**PROBLEM REQUIREMENTS**
Each entry is to be repeated word for word, and the images are to be dropped.
(Beginning of SOURCE RECORDS)
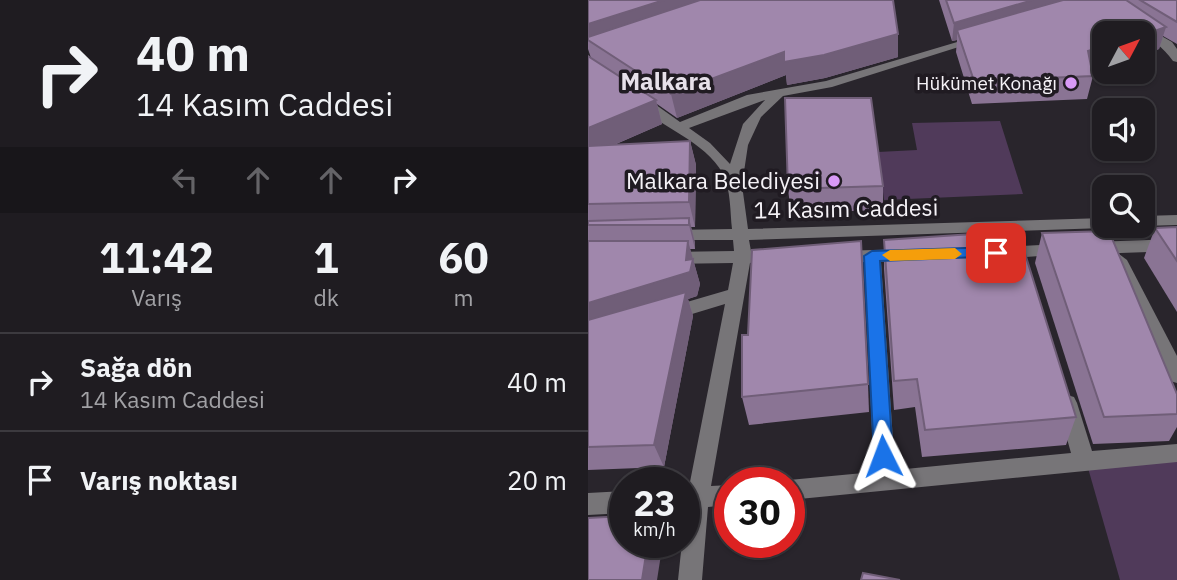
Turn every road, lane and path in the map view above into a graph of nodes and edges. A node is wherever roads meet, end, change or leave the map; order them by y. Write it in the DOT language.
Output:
graph roads {
  1 [pos="1102,0"];
  2 [pos="996,34"];
  3 [pos="1172,45"];
  4 [pos="1177,58"];
  5 [pos="628,92"];
  6 [pos="780,95"];
  7 [pos="681,127"];
  8 [pos="735,187"];
  9 [pos="1177,220"];
  10 [pos="1155,221"];
  11 [pos="1092,224"];
  12 [pos="741,235"];
  13 [pos="650,236"];
  14 [pos="1177,245"];
  15 [pos="1113,247"];
  16 [pos="981,253"];
  17 [pos="926,254"];
  18 [pos="872,256"];
  19 [pos="743,257"];
  20 [pos="768,257"];
  21 [pos="817,257"];
  22 [pos="653,258"];
  23 [pos="736,294"];
  24 [pos="650,320"];
  25 [pos="1177,374"];
  26 [pos="1061,384"];
  27 [pos="1177,453"];
  28 [pos="1085,463"];
  29 [pos="698,467"];
  30 [pos="885,481"];
  31 [pos="805,488"];
  32 [pos="609,503"];
  33 [pos="588,504"];
  34 [pos="690,558"];
  35 [pos="690,580"];
  1 -- 3 [label="street"];
  2 -- 6 [label="street"];
  3 -- 4 [label="street"];
  5 -- 7 [label="street"];
  6 -- 7 [label="street"];
  6 -- 8 [label="street"];
  7 -- 8 [label="street"];
  8 -- 12 [label="street"];
  9 -- 10 [label="street"];
  11 -- 12 [label="street, 14 Kasım Caddesi"];
  12 -- 13 [label="street, 14 Kasım Caddesi"];
  12 -- 19 [label="street"];
  14 -- 15 [label="street"];
  15 -- 16 [label="street"];
  15 -- 25 [label="street"];
  17 -- 18 [label="street, 14 Kasım Caddesi"];
  18 -- 21 [label="street, 14 Kasım Caddesi"];
  18 -- 30 [label="street"];
  19 -- 20 [label="street, 14 Kasım Caddesi"];
  19 -- 22 [label="street, 14 Kasım Caddesi"];
  19 -- 23 [label="street"];
  23 -- 24 [label="street"];
  23 -- 29 [label="street"];
  26 -- 28 [label="street"];
  27 -- 28 [label="street"];
  28 -- 30 [label="street"];
  30 -- 31 [label="street"];
  32 -- 33 [label="street"];
  34 -- 35 [label="street"];
}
(End of SOURCE RECORDS)
**REPLY**
Turn every road, lane and path in the map view above into a graph of nodes and edges. A node is wherever roads meet, end, change or leave the map; order them by y. Write it in the DOT language.
Output:
graph roads {
  1 [pos="1102,0"];
  2 [pos="996,34"];
  3 [pos="1172,45"];
  4 [pos="1177,58"];
  5 [pos="628,92"];
  6 [pos="780,95"];
  7 [pos="681,127"];
  8 [pos="735,187"];
  9 [pos="1177,220"];
  10 [pos="1155,221"];
  11 [pos="1092,224"];
  12 [pos="741,235"];
  13 [pos="650,236"];
  14 [pos="1177,245"];
  15 [pos="1113,247"];
  16 [pos="981,253"];
  17 [pos="926,254"];
  18 [pos="872,256"];
  19 [pos="743,257"];
  20 [pos="768,257"];
  21 [pos="817,257"];
  22 [pos="653,258"];
  23 [pos="736,294"];
  24 [pos="650,320"];
  25 [pos="1177,374"];
  26 [pos="1061,384"];
  27 [pos="1177,453"];
  28 [pos="1085,463"];
  29 [pos="698,467"];
  30 [pos="885,481"];
  31 [pos="805,488"];
  32 [pos="609,503"];
  33 [pos="588,504"];
  34 [pos="690,558"];
  35 [pos="690,580"];
  1 -- 3 [label="street"];
  2 -- 6 [label="street"];
  3 -- 4 [label="street"];
  5 -- 7 [label="street"];
  6 -- 7 [label="street"];
  6 -- 8 [label="street"];
  7 -- 8 [label="street"];
  8 -- 12 [label="street"];
  9 -- 10 [label="street"];
  11 -- 12 [label="street, 14 Kasım Caddesi"];
  12 -- 13 [label="street, 14 Kasım Caddesi"];
  12 -- 19 [label="street"];
  14 -- 15 [label="street"];
  15 -- 16 [label="street"];
  15 -- 25 [label="street"];
  17 -- 18 [label="street, 14 Kasım Caddesi"];
  18 -- 21 [label="street, 14 Kasım Caddesi"];
  18 -- 30 [label="street"];
  19 -- 20 [label="street, 14 Kasım Caddesi"];
  19 -- 22 [label="street, 14 Kasım Caddesi"];
  19 -- 23 [label="street"];
  23 -- 24 [label="street"];
  23 -- 29 [label="street"];
  26 -- 28 [label="street"];
  27 -- 28 [label="street"];
  28 -- 30 [label="street"];
  30 -- 31 [label="street"];
  32 -- 33 [label="street"];
  34 -- 35 [label="street"];
}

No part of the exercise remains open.